Unlikely Friends

Julia Wilbur and Harriet Jacobs in Civil War Alexandria, Virginia

Contraband Hospital at 321-323 S Washington St in Alexandria, VA. Harriet Jacobs and Julia Wilbur are believed to be among the group on the steps.

Credit
Mathew Brady/National Archives and Records Administration

The opening volleys of the Civil War rang out on April 12, 1861 at Fort Sumter, dividing a country. Over the next four years, battles and politics dislocated thousands of Americans, placing them into theretofore unimaginable situations. For some, the War was an opportunity. Thousands of enslaved men, women, and children fled to Federal territory with little more than the clothes on their backs for the promise of freedom and protection. The immense need faced by the recently enslaved, called Contrabands, aroused individuals and organizations—most affiliated with the Abolitionist Movement—to organize a humanitarian response. Julia Wilbur and Harriet Jacobs answered the call. Thus, two women from opposite ends of the country and social order found themselves brought together.

The dividing line between North and South was drawn just south of Washington, DC, encompassing the small, port town of Alexandria, Virginia. George Washington’s adopted home town voted with the rest of Virginia to secede from the Union. Its proximity to Washington, DC, just across the river, was a threat to the Federal government’s security. Moving quickly, federal troops swarmed the city and placed it under martial law. It remained under Federal control for the duration of the war, much to the chagrin of the city’s loyal, Confederate citizens.

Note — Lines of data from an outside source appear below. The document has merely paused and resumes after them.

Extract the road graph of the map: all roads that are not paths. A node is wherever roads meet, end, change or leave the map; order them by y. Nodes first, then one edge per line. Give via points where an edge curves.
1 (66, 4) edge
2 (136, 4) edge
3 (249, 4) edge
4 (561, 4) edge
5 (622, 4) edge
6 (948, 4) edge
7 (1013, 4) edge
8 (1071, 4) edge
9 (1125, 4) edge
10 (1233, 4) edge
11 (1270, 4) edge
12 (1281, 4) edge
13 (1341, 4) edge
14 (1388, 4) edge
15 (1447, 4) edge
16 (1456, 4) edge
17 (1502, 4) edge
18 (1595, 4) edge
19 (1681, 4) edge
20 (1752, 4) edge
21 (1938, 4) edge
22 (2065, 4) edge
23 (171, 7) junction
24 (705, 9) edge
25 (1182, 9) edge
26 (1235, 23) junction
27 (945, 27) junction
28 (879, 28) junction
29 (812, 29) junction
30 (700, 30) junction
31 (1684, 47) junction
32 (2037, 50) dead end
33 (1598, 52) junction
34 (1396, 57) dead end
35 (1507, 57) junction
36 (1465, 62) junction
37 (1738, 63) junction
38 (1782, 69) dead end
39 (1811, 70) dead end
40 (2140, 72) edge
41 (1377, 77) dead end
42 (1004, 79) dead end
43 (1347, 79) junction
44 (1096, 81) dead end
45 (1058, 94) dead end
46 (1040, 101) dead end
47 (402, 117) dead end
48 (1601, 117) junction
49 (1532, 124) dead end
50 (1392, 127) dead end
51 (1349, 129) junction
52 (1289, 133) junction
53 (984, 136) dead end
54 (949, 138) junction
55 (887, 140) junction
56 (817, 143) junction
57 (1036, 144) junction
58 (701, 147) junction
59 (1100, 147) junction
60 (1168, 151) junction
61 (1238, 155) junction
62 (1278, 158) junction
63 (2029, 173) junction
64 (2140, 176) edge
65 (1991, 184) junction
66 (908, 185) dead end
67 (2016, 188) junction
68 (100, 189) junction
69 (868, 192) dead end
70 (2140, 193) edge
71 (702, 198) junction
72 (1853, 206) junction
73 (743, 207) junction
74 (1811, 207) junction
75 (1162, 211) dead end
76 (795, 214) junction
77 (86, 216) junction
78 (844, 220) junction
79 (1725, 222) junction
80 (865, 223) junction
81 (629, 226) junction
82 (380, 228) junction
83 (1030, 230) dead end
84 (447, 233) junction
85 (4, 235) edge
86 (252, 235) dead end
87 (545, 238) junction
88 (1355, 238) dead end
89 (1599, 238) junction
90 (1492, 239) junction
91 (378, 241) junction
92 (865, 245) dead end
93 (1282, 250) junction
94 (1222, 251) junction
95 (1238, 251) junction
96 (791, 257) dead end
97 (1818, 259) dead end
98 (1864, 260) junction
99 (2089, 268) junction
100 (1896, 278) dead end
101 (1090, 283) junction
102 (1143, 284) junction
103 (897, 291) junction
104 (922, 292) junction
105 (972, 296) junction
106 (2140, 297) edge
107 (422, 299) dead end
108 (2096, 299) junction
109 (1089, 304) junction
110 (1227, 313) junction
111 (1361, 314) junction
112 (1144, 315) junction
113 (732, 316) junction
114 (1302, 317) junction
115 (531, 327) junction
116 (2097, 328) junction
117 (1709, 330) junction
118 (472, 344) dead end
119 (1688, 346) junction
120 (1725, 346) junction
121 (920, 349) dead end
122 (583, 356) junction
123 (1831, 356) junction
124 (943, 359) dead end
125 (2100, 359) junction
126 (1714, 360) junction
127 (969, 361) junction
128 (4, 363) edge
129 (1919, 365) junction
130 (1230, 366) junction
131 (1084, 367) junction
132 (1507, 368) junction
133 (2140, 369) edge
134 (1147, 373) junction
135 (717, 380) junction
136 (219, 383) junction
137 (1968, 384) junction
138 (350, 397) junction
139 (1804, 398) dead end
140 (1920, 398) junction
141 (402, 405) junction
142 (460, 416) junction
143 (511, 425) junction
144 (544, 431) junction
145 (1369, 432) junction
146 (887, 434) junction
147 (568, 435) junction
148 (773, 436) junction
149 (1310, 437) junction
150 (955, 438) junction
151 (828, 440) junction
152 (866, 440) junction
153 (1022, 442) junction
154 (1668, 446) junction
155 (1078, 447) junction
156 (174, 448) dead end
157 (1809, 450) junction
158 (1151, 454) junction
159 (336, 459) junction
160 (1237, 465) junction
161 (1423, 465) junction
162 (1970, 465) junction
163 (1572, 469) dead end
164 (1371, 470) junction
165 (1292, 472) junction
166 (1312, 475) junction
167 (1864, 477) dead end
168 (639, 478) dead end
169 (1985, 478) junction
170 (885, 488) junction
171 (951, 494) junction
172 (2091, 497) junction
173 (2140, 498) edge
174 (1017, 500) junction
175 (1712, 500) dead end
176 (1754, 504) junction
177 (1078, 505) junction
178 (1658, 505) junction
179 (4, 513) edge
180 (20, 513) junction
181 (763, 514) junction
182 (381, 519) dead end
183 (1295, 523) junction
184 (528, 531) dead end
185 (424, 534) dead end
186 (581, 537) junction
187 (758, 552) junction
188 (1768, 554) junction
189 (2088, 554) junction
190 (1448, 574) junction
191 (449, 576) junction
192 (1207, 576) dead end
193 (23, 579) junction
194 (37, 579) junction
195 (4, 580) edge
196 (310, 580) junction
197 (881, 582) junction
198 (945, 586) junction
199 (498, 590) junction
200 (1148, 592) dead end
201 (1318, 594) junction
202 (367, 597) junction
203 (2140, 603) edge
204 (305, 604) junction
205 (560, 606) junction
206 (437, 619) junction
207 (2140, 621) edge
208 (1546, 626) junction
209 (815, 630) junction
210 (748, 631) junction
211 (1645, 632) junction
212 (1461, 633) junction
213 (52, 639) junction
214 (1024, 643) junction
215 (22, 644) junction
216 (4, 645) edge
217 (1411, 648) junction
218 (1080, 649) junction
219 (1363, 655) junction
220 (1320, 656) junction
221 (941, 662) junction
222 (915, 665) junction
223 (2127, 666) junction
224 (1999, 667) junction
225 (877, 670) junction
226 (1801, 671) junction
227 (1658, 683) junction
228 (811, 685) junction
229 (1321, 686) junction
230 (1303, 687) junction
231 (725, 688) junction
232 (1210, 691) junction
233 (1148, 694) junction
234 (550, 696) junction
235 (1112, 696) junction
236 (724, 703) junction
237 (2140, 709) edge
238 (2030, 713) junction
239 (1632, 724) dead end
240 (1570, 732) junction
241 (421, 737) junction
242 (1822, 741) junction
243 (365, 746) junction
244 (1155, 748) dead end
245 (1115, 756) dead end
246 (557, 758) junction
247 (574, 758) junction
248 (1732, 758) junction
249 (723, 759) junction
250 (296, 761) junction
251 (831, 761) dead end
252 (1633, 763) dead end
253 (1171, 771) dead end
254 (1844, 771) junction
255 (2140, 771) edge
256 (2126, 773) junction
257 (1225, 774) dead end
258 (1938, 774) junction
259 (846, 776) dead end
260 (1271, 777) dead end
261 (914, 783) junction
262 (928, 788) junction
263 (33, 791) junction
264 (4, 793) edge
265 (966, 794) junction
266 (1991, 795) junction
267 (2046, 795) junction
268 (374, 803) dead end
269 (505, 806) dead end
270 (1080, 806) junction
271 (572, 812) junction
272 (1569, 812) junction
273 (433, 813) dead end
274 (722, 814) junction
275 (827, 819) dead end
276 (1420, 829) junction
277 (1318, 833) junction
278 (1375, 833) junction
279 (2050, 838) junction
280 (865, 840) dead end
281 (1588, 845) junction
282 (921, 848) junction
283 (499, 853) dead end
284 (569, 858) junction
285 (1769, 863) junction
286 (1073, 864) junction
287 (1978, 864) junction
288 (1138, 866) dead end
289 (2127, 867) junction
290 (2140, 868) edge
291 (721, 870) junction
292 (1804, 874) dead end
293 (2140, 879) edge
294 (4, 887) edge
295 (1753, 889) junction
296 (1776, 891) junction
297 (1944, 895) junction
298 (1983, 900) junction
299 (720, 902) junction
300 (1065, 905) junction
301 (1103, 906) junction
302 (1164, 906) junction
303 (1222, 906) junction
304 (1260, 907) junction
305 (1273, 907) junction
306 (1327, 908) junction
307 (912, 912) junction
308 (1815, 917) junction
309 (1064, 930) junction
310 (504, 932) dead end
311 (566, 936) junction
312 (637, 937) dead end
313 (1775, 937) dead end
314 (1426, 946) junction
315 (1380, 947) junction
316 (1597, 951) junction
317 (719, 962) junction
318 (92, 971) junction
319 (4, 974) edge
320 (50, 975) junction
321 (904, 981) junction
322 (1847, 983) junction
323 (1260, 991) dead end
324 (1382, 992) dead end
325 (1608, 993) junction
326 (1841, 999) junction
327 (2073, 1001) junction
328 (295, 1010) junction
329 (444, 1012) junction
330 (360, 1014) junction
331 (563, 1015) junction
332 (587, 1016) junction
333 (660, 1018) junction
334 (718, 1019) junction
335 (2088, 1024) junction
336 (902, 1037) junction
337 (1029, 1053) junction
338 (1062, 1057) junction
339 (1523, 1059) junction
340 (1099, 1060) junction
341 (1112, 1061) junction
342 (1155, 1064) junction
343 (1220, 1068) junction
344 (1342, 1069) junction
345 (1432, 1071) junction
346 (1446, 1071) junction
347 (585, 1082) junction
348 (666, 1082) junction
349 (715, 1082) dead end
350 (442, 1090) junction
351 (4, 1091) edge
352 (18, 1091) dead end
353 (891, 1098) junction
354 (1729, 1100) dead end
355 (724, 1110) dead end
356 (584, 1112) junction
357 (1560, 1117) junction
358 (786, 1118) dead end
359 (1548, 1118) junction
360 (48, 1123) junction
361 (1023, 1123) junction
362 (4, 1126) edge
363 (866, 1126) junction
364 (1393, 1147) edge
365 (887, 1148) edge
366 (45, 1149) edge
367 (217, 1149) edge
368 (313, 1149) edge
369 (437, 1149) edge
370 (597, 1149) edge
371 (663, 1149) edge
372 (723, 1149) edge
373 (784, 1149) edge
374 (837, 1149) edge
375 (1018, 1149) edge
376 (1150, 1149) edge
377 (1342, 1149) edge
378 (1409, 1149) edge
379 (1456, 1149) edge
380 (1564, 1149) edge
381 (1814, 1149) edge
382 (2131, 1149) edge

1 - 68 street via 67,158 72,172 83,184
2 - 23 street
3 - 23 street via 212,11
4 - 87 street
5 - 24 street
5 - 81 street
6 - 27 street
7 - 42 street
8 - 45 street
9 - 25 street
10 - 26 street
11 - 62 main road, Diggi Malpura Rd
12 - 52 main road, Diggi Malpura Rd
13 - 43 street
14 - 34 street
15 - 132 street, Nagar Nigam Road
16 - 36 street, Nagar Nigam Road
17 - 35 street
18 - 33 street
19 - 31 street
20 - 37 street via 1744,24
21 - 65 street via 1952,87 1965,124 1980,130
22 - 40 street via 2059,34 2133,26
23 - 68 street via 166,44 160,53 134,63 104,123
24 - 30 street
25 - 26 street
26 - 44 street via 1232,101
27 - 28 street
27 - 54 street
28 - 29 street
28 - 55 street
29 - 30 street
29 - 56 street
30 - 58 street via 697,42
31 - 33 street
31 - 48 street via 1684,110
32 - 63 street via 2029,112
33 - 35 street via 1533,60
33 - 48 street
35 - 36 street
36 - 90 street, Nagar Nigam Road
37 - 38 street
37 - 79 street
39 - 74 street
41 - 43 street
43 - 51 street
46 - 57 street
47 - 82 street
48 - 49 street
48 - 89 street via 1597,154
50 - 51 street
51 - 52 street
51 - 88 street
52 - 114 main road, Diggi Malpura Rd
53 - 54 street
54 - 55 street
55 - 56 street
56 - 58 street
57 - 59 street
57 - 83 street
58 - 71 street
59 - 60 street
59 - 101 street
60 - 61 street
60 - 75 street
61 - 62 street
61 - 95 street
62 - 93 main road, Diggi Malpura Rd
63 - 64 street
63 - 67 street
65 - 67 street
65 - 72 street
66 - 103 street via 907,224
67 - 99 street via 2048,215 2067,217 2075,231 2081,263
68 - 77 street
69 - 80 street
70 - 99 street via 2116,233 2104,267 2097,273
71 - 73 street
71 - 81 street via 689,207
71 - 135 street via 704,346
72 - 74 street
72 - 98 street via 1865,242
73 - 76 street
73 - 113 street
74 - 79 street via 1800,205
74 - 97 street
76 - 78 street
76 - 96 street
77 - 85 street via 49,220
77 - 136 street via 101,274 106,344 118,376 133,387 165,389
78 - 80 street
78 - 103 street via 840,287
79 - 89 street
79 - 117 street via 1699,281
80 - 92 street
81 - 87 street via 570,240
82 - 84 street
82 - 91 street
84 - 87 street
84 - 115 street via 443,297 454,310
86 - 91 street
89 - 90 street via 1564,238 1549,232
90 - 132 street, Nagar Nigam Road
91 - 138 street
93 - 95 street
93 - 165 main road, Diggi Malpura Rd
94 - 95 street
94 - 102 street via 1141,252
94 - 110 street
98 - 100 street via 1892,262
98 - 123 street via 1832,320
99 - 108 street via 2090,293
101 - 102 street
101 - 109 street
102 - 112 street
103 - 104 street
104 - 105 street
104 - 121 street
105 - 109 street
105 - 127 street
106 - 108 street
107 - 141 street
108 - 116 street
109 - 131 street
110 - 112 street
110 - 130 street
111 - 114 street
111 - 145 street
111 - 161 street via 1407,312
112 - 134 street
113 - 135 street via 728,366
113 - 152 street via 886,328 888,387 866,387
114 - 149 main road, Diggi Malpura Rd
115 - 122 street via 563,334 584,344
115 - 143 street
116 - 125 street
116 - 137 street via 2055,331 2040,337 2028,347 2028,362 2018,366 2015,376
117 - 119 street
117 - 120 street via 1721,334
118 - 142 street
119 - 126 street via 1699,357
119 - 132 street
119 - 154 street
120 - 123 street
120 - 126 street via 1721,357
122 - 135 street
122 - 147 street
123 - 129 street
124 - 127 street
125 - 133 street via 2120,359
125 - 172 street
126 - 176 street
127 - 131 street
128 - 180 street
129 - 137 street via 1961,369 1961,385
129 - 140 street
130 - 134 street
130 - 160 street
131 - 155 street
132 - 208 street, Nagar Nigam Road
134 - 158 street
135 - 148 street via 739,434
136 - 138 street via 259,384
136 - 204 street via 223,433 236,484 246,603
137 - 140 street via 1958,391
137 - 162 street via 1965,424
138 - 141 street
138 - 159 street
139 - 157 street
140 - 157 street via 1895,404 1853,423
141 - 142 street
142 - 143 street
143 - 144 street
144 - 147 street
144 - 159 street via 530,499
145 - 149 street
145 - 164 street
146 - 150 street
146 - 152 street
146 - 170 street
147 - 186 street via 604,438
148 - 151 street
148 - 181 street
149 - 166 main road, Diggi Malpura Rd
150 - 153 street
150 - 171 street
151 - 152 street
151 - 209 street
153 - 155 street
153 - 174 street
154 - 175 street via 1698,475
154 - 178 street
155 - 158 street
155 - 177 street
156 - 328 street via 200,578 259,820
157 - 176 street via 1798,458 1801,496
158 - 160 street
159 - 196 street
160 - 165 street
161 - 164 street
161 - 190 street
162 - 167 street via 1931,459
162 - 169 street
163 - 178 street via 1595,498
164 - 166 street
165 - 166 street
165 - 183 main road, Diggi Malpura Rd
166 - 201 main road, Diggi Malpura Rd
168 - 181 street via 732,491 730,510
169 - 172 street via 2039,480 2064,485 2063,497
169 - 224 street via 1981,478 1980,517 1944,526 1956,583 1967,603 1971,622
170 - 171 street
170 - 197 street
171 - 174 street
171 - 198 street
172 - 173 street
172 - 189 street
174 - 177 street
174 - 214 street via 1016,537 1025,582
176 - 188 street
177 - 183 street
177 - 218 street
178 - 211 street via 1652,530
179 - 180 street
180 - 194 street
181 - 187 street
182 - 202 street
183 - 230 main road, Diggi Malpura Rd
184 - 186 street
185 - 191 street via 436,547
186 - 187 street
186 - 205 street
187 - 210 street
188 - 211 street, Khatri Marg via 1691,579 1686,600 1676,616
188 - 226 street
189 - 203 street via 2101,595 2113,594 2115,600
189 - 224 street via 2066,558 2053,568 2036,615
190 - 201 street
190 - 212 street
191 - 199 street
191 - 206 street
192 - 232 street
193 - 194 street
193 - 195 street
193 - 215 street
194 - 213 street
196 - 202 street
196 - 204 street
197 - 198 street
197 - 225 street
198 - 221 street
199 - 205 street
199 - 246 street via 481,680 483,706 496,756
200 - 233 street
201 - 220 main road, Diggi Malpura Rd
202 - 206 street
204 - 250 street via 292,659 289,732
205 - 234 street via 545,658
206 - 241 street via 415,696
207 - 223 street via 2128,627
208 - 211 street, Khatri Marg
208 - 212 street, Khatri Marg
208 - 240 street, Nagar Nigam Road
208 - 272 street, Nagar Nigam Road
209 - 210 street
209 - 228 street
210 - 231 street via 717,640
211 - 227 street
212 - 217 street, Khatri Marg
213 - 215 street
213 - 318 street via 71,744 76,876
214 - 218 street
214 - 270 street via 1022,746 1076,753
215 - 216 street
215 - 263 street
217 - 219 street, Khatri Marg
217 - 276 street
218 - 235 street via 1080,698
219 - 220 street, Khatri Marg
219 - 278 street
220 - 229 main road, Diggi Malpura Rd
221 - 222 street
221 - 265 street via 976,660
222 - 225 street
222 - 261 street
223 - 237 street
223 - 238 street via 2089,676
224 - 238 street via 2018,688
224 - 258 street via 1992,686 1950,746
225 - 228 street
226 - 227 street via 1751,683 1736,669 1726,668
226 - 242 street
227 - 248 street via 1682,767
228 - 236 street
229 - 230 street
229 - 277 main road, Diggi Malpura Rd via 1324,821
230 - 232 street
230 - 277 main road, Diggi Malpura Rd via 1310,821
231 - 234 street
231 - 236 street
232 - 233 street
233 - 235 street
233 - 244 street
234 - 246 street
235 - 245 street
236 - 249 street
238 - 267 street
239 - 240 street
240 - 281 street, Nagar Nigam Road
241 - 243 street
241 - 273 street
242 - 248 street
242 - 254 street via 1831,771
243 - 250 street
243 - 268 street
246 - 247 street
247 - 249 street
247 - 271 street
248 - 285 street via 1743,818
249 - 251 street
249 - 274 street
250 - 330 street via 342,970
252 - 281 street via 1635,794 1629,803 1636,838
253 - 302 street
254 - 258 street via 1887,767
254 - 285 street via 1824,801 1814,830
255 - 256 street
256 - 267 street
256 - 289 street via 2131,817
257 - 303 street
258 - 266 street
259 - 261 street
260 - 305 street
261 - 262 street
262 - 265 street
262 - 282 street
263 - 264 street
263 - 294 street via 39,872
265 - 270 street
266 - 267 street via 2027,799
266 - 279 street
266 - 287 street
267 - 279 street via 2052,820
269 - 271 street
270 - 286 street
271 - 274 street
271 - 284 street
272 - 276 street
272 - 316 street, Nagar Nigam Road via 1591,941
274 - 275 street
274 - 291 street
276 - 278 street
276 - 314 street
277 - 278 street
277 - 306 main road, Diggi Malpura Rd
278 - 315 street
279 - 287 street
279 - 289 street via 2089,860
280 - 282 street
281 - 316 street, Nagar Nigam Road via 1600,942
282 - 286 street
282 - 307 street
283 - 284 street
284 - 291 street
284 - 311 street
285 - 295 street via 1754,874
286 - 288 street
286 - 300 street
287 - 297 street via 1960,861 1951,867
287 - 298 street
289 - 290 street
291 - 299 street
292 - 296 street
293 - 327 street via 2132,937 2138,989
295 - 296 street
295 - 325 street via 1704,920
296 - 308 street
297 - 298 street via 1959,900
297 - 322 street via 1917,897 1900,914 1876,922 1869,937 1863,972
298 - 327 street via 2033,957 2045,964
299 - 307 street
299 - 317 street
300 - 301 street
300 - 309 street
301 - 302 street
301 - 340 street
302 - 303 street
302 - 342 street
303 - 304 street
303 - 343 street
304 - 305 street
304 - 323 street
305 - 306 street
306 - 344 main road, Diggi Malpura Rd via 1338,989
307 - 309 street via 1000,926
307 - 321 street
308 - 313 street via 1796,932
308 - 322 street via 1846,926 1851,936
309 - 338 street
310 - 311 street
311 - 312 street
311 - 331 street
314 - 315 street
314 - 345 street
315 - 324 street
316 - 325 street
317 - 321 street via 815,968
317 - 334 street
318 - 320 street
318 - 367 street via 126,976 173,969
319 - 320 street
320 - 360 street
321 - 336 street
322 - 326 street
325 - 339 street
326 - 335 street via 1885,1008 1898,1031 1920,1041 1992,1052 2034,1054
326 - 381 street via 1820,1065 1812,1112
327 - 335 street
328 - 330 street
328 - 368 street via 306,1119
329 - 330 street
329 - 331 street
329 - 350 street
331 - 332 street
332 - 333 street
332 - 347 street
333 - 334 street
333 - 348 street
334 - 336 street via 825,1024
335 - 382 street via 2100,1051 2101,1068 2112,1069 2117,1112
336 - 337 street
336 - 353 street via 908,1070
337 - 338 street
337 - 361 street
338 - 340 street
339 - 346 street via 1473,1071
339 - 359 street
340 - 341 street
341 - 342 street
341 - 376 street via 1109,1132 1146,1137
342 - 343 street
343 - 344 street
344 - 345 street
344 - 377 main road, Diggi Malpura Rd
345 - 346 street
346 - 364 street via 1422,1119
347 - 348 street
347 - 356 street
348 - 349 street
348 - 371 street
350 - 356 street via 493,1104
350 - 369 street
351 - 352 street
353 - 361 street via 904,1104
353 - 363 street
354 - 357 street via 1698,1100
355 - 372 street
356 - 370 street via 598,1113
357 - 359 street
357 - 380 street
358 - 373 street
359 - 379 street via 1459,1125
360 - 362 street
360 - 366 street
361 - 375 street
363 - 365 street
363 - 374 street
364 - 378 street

Beginning in 1862, thousands of individuals self-emancipated from slavery by fleeing behind Union lines. They migrated to Alexandria in large numbers, causing a refugee crisis. The city lacked the capacity and resources to feed, house, and care for destitute, sick, and exhausted people. The Federal government built barracks and a hospital to house the refugees, and Northern aide societies collected donations to alleviate the suffering. Julia Wilbur arrived in late 1862 as an agent of the Rochester Ladies’ Anti-Slavery Society. Wilbur, who had trained and worked as a school teacher, was initially sent to organize a freedman’s school in Washington, DC. Her supervisor sent her to Alexandria instead where she discovered that the need for food, clothing, shelter, and medical attention was equally great.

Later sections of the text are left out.